I have been allocated two key workers – both of whom I have not worked much with in the past, but I have also had one-to-ones with one of my main workers from my last stay, and I think the combination of new input and ideas and talking to someone who knows me reasonably well is very helpful for me.

I have changed a lot since my last stay there, and also my stay this time around will, as I mentioned before, be decidedly shorter; one week compared to the five weeks of my previous stay. So, it’s different. It’s different also because there are different women staying there at the moment. However, there are two people there from my last stay, and that’s really nice – it means I don’t get as shy as I normally get around people I don’t know very well, and it helps me challenge myself to interact with the people I don’t yet know.

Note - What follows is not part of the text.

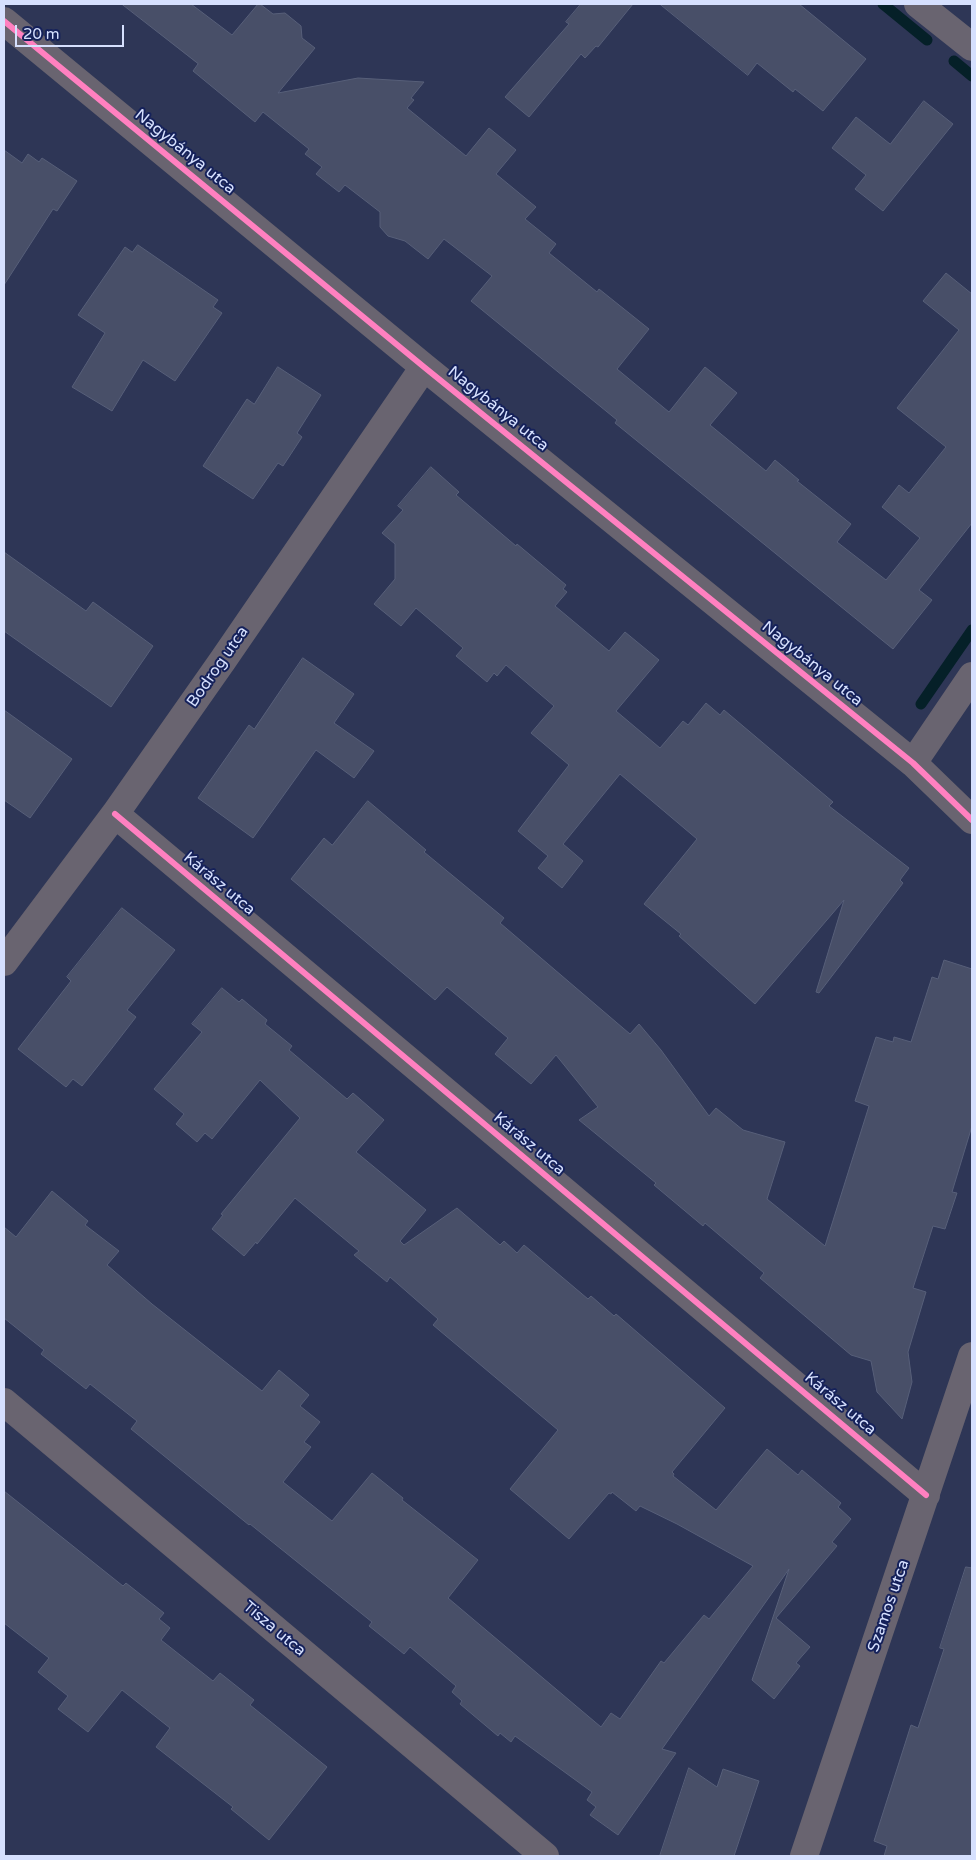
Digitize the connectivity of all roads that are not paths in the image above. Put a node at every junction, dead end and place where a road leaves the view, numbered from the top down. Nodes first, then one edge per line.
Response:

Another change, and one of the really major changes within is how I really feel about myself. I suppose that it goes hand in hand with starting to allow myself to feel things about the actual abuse; it alters the way I feel about myself. And although some may argue that I’ve always had a somewhat weak self-image this somehow feels different now. Whereas I may previously have disliked aspects of myself I now genuinely loathe everything that I am, and I feel absolutely disgusted by myself.

I am aware that this is an enormously common way for abuse survivors to feel; in fact I talked about this this very morning with my previous key worker. That in order to overcome and heal I need to acknowledge, in the true sense of the word, the fact that what happened really was abuse, and much like how people mourning go through a series of comparatively predictive phases, so do people who have experienced abuse, often starting with questioning their own role in it, feeling as if they haven’t done what they could have to make it stop and so on and so on – ending up where I am now: sheer self-hatred.

But as much as I can intellectualise and analyse this, it doesn’t help one bit when it comes to dealing with the actual feeling. And that is where the asking for help comes in. I need someone to put things into perspective, to in a sense hold my hand. Help me chop things up to bite-size portions, rather than biting off so much that I end up choking on it.

So, to sum up; although it doesn’t change how I feel about myself or where I’m at right now, I’m glad that I did decide to ask for help before I got to the stage where I forget that I can.

Anyway, dear friends and random readers; I’m going to leave you now – I’m only home for a bit and I want to go cuddle Dev. Thank you all for your lovely and encouraging text messages. They mean a lot to me.